Entropy-Guided Sampling of Flat Modes in Discrete Spaces
This addresses a crucial yet underexplored problem in discrete sampling for applications like combinatorial optimization and generative modeling, though it appears incremental as it builds on existing sampling methods by adding entropy guidance.
The paper tackles the problem of sampling from flat modes in discrete spaces, which is important for combinatorial optimization and discrete generative modeling, and proposes the Entropic Discrete Langevin Proposal (EDLP) method that incorporates local entropy to guide sampling, achieving consistent empirical outperformance over traditional approaches across various tasks.

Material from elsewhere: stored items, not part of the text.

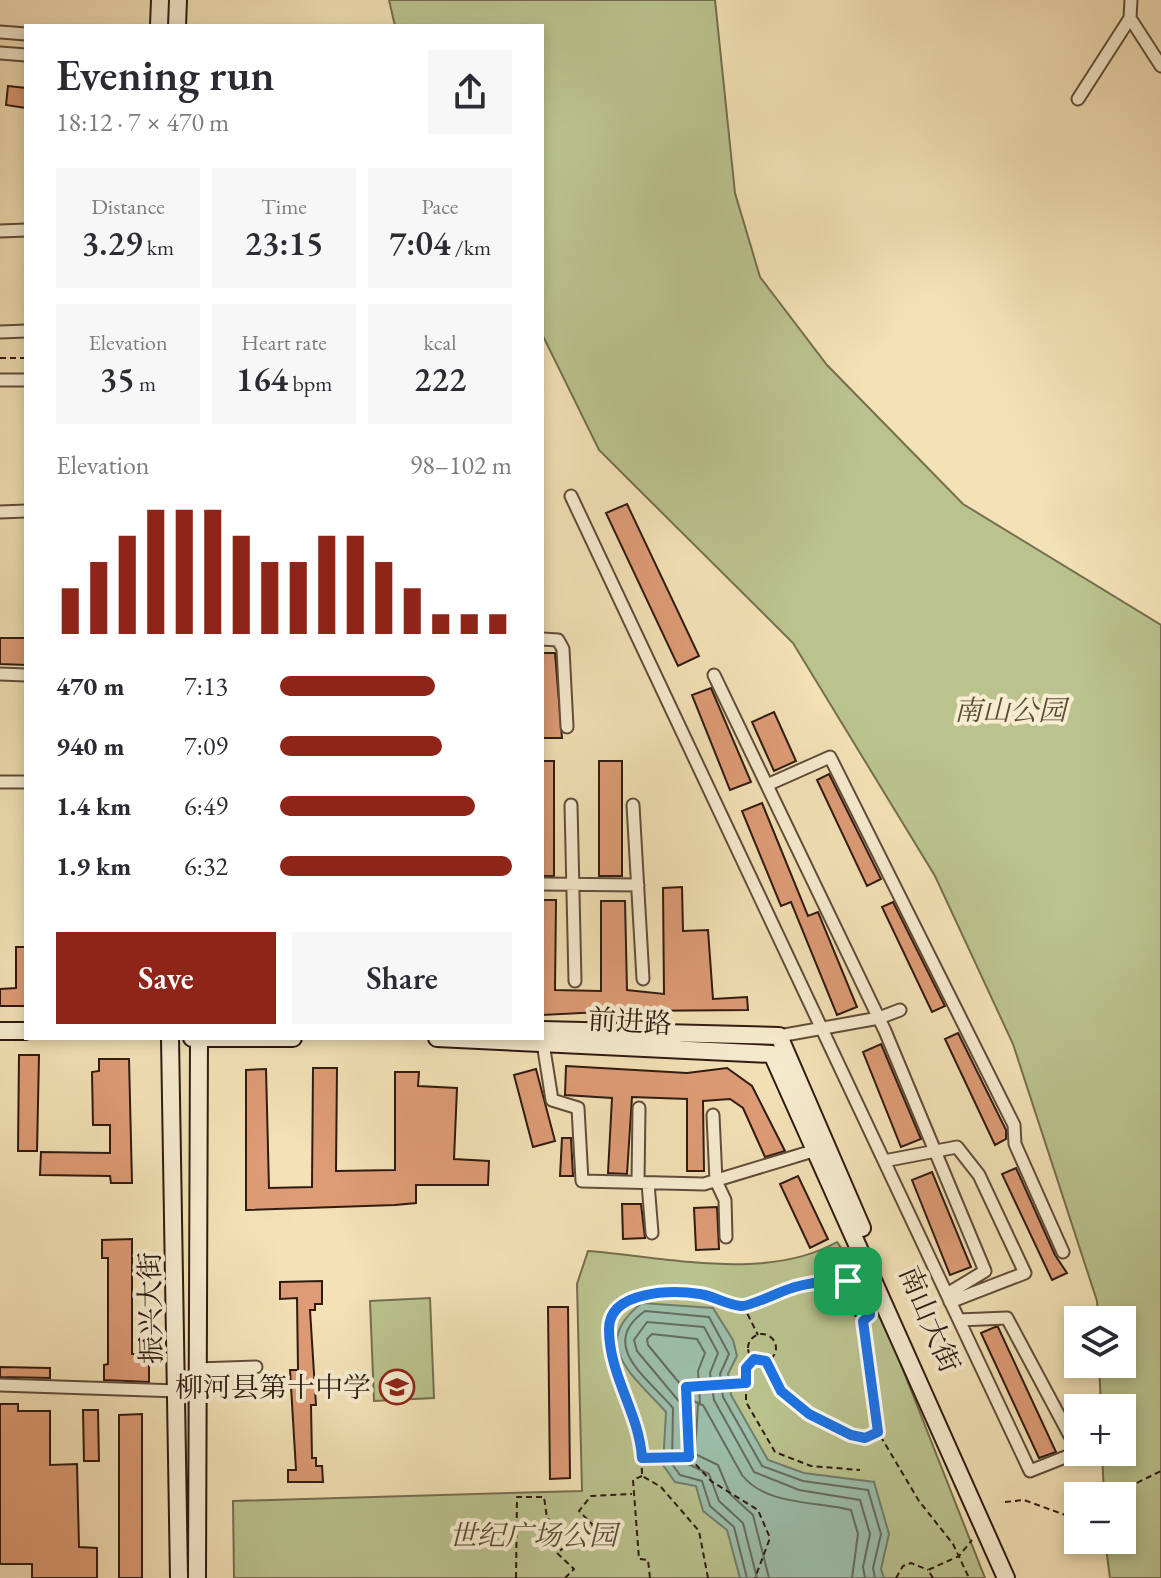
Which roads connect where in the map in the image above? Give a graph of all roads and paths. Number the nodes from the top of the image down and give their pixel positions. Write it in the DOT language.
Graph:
graph roads {
  1 [pos="160,0"];
  2 [pos="178,0"];
  3 [pos="1131,0"];
  4 [pos="1130,18"];
  5 [pos="159,24"];
  6 [pos="177,24"];
  7 [pos="0,32"];
  8 [pos="24,34"];
  9 [pos="0,53"];
  10 [pos="24,55"];
  11 [pos="1161,66"];
  12 [pos="1078,99"];
  13 [pos="24,230"];
  14 [pos="0,231"];
  15 [pos="24,331"];
  16 [pos="0,332"];
  17 [pos="0,358"];
  18 [pos="24,358"];
  19 [pos="0,380"];
  20 [pos="24,380"];
  21 [pos="571,496"];
  22 [pos="24,511"];
  23 [pos="0,512"];
  24 [pos="544,639"];
  25 [pos="0,674"];
  26 [pos="24,675"];
  27 [pos="714,675"];
  28 [pos="567,727"];
  29 [pos="0,782"];
  30 [pos="24,782"];
  31 [pos="767,785"];
  32 [pos="571,805"];
  33 [pos="633,805"];
  34 [pos="544,884"];
  35 [pos="573,884"];
  36 [pos="638,885"];
  37 [pos="643,979"];
  38 [pos="575,981"];
  39 [pos="900,1010"];
  40 [pos="879,1018"];
  41 [pos="0,1021"];
  42 [pos="24,1021"];
  43 [pos="822,1030"];
  44 [pos="0,1031"];
  45 [pos="24,1031"];
  46 [pos="544,1036"];
  47 [pos="544,1036"];
  48 [pos="779,1036"];
  49 [pos="170,1040"];
  50 [pos="199,1040"];
  51 [pos="543,1040"];
  52 [pos="772,1054"];
  53 [pos="639,1108"];
  54 [pos="713,1115"];
  55 [pos="813,1151"];
  56 [pos="933,1152"];
  57 [pos="884,1161"];
  58 [pos="716,1181"];
  59 [pos="643,1182"];
  60 [pos="652,1233"];
  61 [pos="726,1237"];
  62 [pos="1063,1252"];
  63 [pos="830,1281"];
  64 [pos="948,1298"];
  65 [pos="744,1307"];
  66 [pos="959,1320"];
  67 [pos="863,1321"];
  68 [pos="758,1335"];
  69 [pos="754,1359"];
  70 [pos="766,1361"];
  71 [pos="256,1367"];
  72 [pos="197,1369"];
  73 [pos="746,1383"];
  74 [pos="0,1385"];
  75 [pos="178,1391"];
  76 [pos="1064,1425"];
  77 [pos="878,1432"];
  78 [pos="689,1457"];
  79 [pos="1064,1457"];
  80 [pos="642,1458"];
  81 [pos="860,1470"];
  82 [pos="1161,1471"];
  83 [pos="642,1476"];
  84 [pos="1136,1483"];
  85 [pos="632,1494"];
  86 [pos="1005,1502"];
  87 [pos="1064,1515"];
  88 [pos="976,1535"];
  89 [pos="574,1540"];
  90 [pos="959,1556"];
  91 [pos="928,1570"];
  92 [pos="179,1578"];
  93 [pos="197,1578"];
  94 [pos="516,1578"];
  95 [pos="565,1578"];
  96 [pos="650,1578"];
  97 [pos="708,1578"];
  98 [pos="755,1578"];
  99 [pos="896,1578"];
  100 [pos="933,1578"];
  101 [pos="969,1578"];
  102 [pos="1006,1578"];
  103 [pos="1013,1578"];
  1 -- 5 [label="street"];
  2 -- 6 [label="street"];
  3 -- 4 [label="street"];
  4 -- 11 [label="street"];
  4 -- 12 [label="street"];
  7 -- 8 [label="street"];
  9 -- 10 [label="street"];
  13 -- 14 [label="street"];
  15 -- 16 [label="street"];
  17 -- 18 [label="path"];
  19 -- 20 [label="street"];
  21 -- 43 [label="street"];
  22 -- 23 [label="street"];
  24 -- 28 [label="street"];
  25 -- 26 [label="street"];
  27 -- 31 [label="street"];
  29 -- 30 [label="street"];
  31 -- 40 [label="street"];
  31 -- 62 [label="street"];
  32 -- 35 [label="street"];
  33 -- 36 [label="street"];
  34 -- 35 [label="street"];
  35 -- 36 [label="street"];
  35 -- 38 [label="street"];
  36 -- 37 [label="street"];
  39 -- 40 [label="street"];
  40 -- 43 [label="street"];
  40 -- 56 [label="street"];
  41 -- 42 [label="street"];
  43 -- 48 [label="street"];
  43 -- 57 [label="street"];
  44 -- 45 [label="street"];
  46 -- 48 [label="street, 前进路"];
  47 -- 52 [label="street, 前进路"];
  48 -- 103 [label="street, 南山大街"];
  49 -- 75 [label="street, 振兴大街"];
  50 -- 72 [label="street, 振兴大街"];
  51 -- 59 [label="street"];
  52 -- 55 [label="street, 南山大街"];
  53 -- 59 [label="street"];
  54 -- 58 [label="street"];
  55 -- 58 [label="street"];
  55 -- 102 [label="street, 南山大街"];
  56 -- 57 [label="street"];
  56 -- 64 [label="street"];
  56 -- 64 [label="street"];
  57 -- 64 [label="street"];
  58 -- 59 [label="street"];
  58 -- 61 [label="street"];
  59 -- 60 [label="street"];
  63 -- 65 [label="path"];
  63 -- 67 [label="path"];
  63 -- 67 [label="path"];
  64 -- 66 [label="street"];
  65 -- 68 [label="path"];
  65 -- 80 [label="path"];
  66 -- 76 [label="street"];
  66 -- 79 [label="street"];
  67 -- 77 [label="path"];
  68 -- 69 [label="path"];
  68 -- 70 [label="path"];
  69 -- 70 [label="path"];
  69 -- 73 [label="path"];
  70 -- 77 [label="path"];
  71 -- 72 [label="street"];
  72 -- 93 [label="street, 振兴大街"];
  73 -- 78 [label="path"];
  73 -- 81 [label="path"];
  74 -- 75 [label="street"];
  75 -- 92 [label="street, 振兴大街"];
  77 -- 90 [label="path"];
  78 -- 80 [label="path"];
  78 -- 98 [label="path"];
  80 -- 83 [label="path"];
  82 -- 84 [label="path"];
  83 -- 85 [label="path"];
  83 -- 97 [label="path"];
  85 -- 89 [label="path"];
  85 -- 96 [label="path"];
  86 -- 87 [label="path"];
  88 -- 90 [label="path"];
  89 -- 94 [label="path"];
  89 -- 95 [label="path"];
  90 -- 91 [label="path"];
  90 -- 101 [label="path"];
  91 -- 99 [label="path"];
  91 -- 100 [label="path"];
}
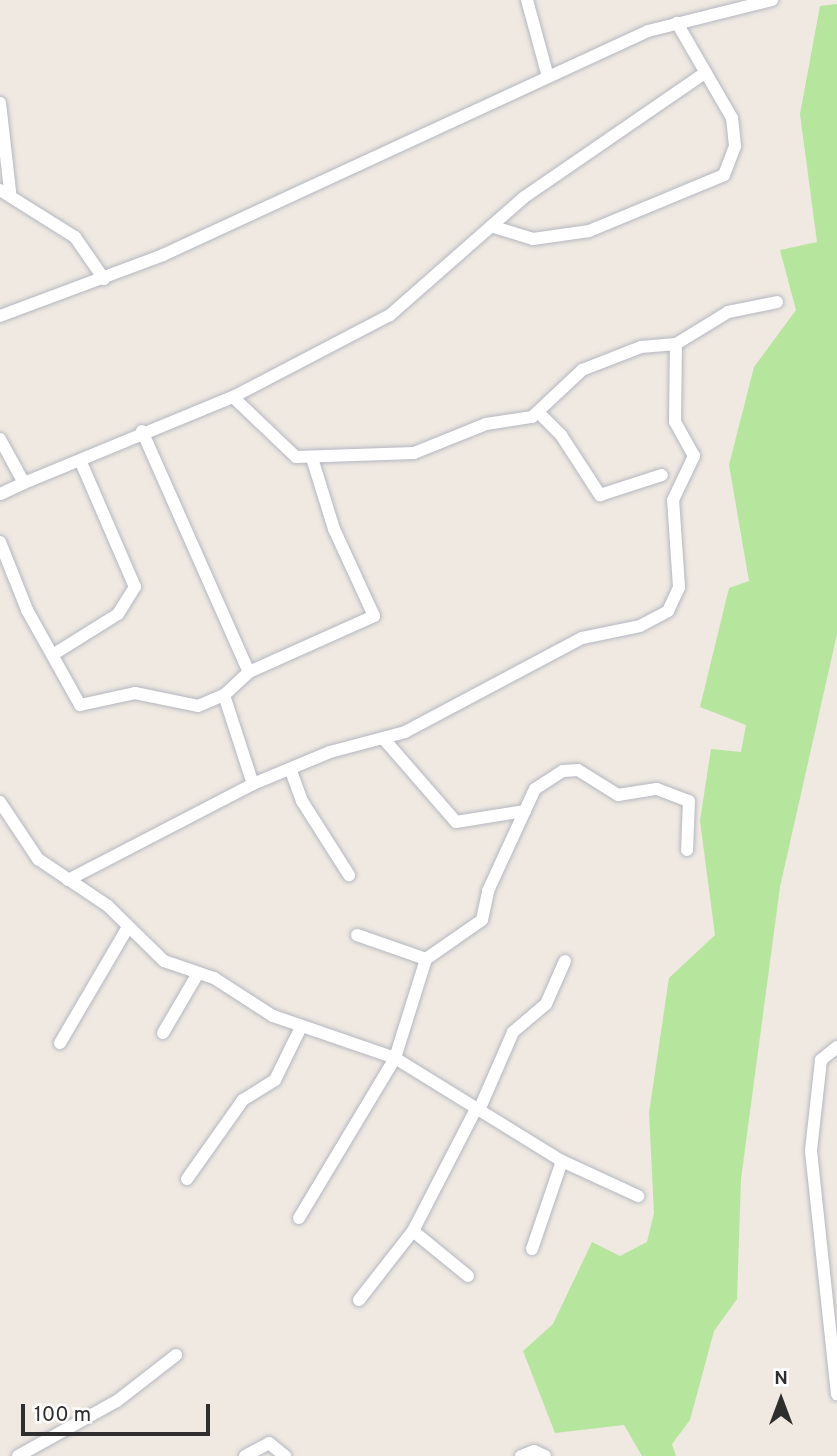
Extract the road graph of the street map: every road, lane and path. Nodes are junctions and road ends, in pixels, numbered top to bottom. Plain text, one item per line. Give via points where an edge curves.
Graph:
1 (527, 0) edge
2 (772, 0) edge
3 (677, 23) junction
4 (547, 73) junction
5 (705, 73) junction
6 (0, 103) edge
7 (5, 191) edge
8 (494, 227) junction
9 (104, 279) junction
10 (777, 302) dead end
11 (0, 316) edge
12 (676, 344) junction
13 (233, 397) junction
14 (537, 412) junction
15 (142, 431) junction
16 (0, 439) edge
17 (80, 460) junction
18 (313, 461) junction
19 (662, 475) dead end
20 (24, 483) junction
21 (0, 494) edge
22 (0, 542) edge
23 (54, 654) junction
24 (249, 672) junction
25 (224, 695) junction
26 (383, 738) junction
27 (291, 771) junction
28 (253, 784) junction
29 (0, 802) edge
30 (524, 811) junction
31 (687, 850) dead end
32 (349, 875) dead end
33 (68, 880) junction
34 (127, 929) junction
35 (357, 935) dead end
36 (426, 959) junction
37 (565, 961) dead end
38 (197, 975) junction
39 (302, 1027) junction
40 (163, 1032) dead end
41 (60, 1044) dead end
42 (837, 1047) edge
43 (395, 1058) junction
44 (478, 1110) junction
45 (562, 1161) junction
46 (187, 1179) dead end
47 (638, 1196) dead end
48 (299, 1218) dead end
49 (413, 1231) junction
50 (532, 1249) dead end
51 (468, 1276) dead end
52 (359, 1300) dead end
53 (176, 1355) dead end
54 (836, 1387) edge
55 (18, 1456) edge
56 (245, 1456) edge
57 (285, 1456) edge
58 (521, 1456) edge
59 (545, 1456) edge

1 - 4 street
2 - 3 street
3 - 4 street
3 - 5 street
4 - 9 street
5 - 8 street via 605,137
5 - 8 street via 732,118 735,146 724,176 589,231 533,239
6 - 7 street
7 - 9 street via 75,237
8 - 13 street via 415,299
9 - 11 street
10 - 12 street via 728,312
12 - 14 street via 641,347 582,370
12 - 26 street via 675,422 694,456 673,500 679,587 668,611 640,626 582,638
13 - 15 street
13 - 18 street via 296,457
14 - 18 street via 516,422 486,424 414,453
14 - 19 street via 568,443 600,495
15 - 17 street
15 - 24 street
16 - 20 street
17 - 20 street
17 - 23 street via 135,587 118,614
18 - 24 street via 334,529 374,616
20 - 21 street
22 - 23 street
23 - 25 street via 80,705 135,692 198,706
24 - 25 street
25 - 28 street
26 - 27 street
26 - 30 street via 456,822
27 - 28 street
27 - 32 street via 302,801
28 - 33 street
29 - 33 street via 20,839
30 - 31 street via 535,789 563,771 593,774 628,797 657,789 689,801
30 - 36 street via 482,920
33 - 34 street via 108,906
34 - 38 street via 164,961
34 - 41 street
35 - 36 street
36 - 43 street
37 - 44 street via 546,1004 513,1032
38 - 39 street
38 - 40 street
39 - 43 street
39 - 46 street via 275,1080 243,1100
42 - 54 street via 821,1060 811,1151
43 - 44 street
43 - 48 street
44 - 45 street
44 - 49 street
45 - 47 street
45 - 50 street
49 - 51 street
49 - 52 street
53 - 55 street via 117,1402
56 - 57 street via 269,1443
58 - 59 street via 534,1451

Sampling from flat modes in discrete spaces is a crucial yet underexplored problem. Flat modes represent robust solutions and have broad applications in combinatorial optimization and discrete generative modeling. However, existing sampling algorithms often overlook the mode volume and struggle to capture flat modes effectively. To address this limitation, we propose \emph{Entropic Discrete Langevin Proposal} (EDLP), which incorporates local entropy into the sampling process through a continuous auxiliary variable under a joint distribution. The local entropy term guides the discrete sampler toward flat modes with a small overhead. We provide non-asymptotic convergence guarantees for EDLP in locally log-concave discrete distributions. Empirically, our method consistently outperforms traditional approaches across tasks that require sampling from flat basins, including Bernoulli distribution, restricted Boltzmann machines, combinatorial optimization, and binary neural networks.